You get the idea.  If you mount a full frontal assault on wage employment, people will bristle.  But everyone, even the most intractable idealist, will have at least some gripe.  And pulling on that bit of yarn might start to unravel the ball.

Discussions And/Or Socratic Leading

But what’s the goal of this unraveling?  Well, I’d say it’s simply to facilitate a recognition.  You want people to recognize that working inside of huge, pyramid-shaped corporations is not inevitable and that it’s not the only possible path.

But you don’t want to push them there.  Expose them to other ideas and other perspectives, and then have discussions that involve give and take.  Ask leading questions if you’d like, or steer the discussion.  Put your cards on the table and be honest about your perspective.  But, at the end of the day, you’re less convincing them of The Right Way and more showing them that they probably have some assumptions and self-imposed constraints that don’t need to exist.  They have other options.

To me, this is hugely important because, as readers of the book know, this was my own path.  Nobody came along and told me, “having a job is for suckers.”  Before I started to have serious doubts about wanting to continue in a corporate job, that sort of speech would have shut me down instantly, and caused me to stop listening to you.

But anyone listening to me gripe and express mounting dissatisfaction might have been able to give me some interesting reading material or some general food for thought.  I’d probably have listened to that.

Offer a Concrete, Low-Risk Thing to Try

Once you’re having some productive, two-way, conversations with people that seem receptive, you can offer something other than arguments against the pyramid-shaped corporation.  You can offer them an alternative.  But you can offer them a low risk alternative that doesn’t require them to stand, sweating, at a crossroads.

Suggest to them that they side hustle somehow.

I’ve done this before on this blogMore than once, in fact.  And I’ve written a lot of posts about moonlighting, starting a company, and low-risk guides to go freelance.  Wow, come to think of it, DaedTech is sort of a goldmine of posts on how to gradually stop depending on your employer and to start building your own empire.

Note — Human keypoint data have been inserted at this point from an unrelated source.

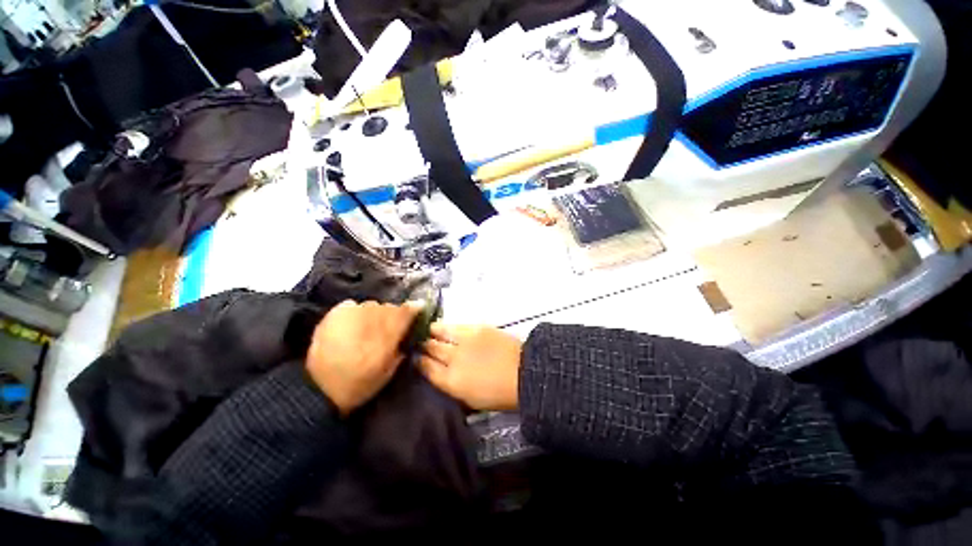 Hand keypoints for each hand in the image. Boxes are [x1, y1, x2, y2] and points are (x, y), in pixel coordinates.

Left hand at [306, 300, 419, 414]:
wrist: (318, 388)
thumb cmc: (358, 384)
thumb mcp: (388, 372)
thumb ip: (400, 350)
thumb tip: (407, 335)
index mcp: (387, 335)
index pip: (406, 312)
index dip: (414, 308)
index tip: (419, 307)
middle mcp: (372, 319)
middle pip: (390, 307)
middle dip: (392, 314)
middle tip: (387, 327)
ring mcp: (352, 314)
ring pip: (372, 305)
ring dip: (373, 314)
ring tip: (366, 327)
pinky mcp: (334, 313)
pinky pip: (352, 305)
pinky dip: (355, 312)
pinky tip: (352, 324)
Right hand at [419, 323, 522, 410]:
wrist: (524, 373)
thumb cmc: (499, 394)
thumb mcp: (471, 400)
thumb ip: (452, 386)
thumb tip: (440, 375)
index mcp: (451, 382)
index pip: (427, 369)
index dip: (419, 362)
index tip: (415, 358)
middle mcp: (453, 360)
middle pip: (431, 350)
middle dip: (424, 347)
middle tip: (420, 344)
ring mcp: (464, 342)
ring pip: (440, 335)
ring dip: (431, 333)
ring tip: (427, 331)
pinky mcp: (475, 329)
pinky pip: (454, 326)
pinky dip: (445, 326)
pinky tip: (440, 325) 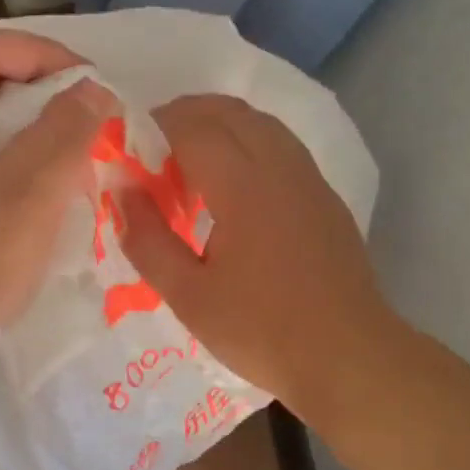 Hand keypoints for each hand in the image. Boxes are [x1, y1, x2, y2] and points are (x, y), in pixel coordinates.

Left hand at [0, 30, 116, 382]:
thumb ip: (64, 132)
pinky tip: (38, 186)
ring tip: (70, 154)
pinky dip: (9, 158)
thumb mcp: (26, 196)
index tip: (93, 86)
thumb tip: (94, 88)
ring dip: (28, 129)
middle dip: (41, 94)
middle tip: (86, 122)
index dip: (46, 56)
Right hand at [121, 94, 388, 424]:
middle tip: (151, 151)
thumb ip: (147, 239)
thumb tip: (122, 191)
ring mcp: (309, 178)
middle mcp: (281, 167)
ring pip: (259, 123)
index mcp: (245, 186)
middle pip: (229, 111)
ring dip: (218, 126)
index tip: (127, 150)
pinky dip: (246, 144)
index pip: (193, 127)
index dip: (154, 127)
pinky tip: (231, 187)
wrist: (348, 357)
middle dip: (184, 116)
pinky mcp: (325, 196)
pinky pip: (280, 145)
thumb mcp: (188, 295)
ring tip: (187, 165)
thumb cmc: (261, 331)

By all means, point these folks at DaedTech.  But that’s not the main point.  Wherever you point them or whatever you say to them, give them ideas for things that are immediately actionable and not risky so that they can start making progress.  Telling people to stop working for the man seems like the sale of pipe dreams.  Telling them, “hey, for only $75 (or whatever, depending on the state) you can start a company and then spend 2 months self-publishing a book…” offers a plan of attack.

Should You Persuade at All, or Just Agree to Disagree?

The last thing that I’ll say, for devil’s advocate purposes, is that maybe you shouldn’t bother convincing anyone of anything.  I don’t believe this, myself, but it’s food for thought.  You don’t have to persuade people to kick pyramid-shaped corporations to the curb.

That said, I think it’s a good cause.  As more developers leave massive, wage-depressing corporations to hang out their shingles and form efficiencer firms, the riskiness of such a proposition will decrease and available options will increase.

For instance, right now you’d probably hesitate to leave a salaried gig for worry about how to handle insurance, retirement savings, lead generation, and more.  But if the standard model for software development were soloists and small firms, all sorts of resources would exist everywhere to cater to them.  And, on top of that, specializing and developing business-facing skills staves off the endless commodification of our labor.

So, in the end, I’d like to convince software developers to aspire to more and hold out for better work models.  And I’d love it if you did the same, and argued the same points.  But doing this isn’t a matter of preaching or persuasion.  It’s a matter of offering helpful advice, commiseration, and community, and offering all of those things only when the people you’re talking to want them from you.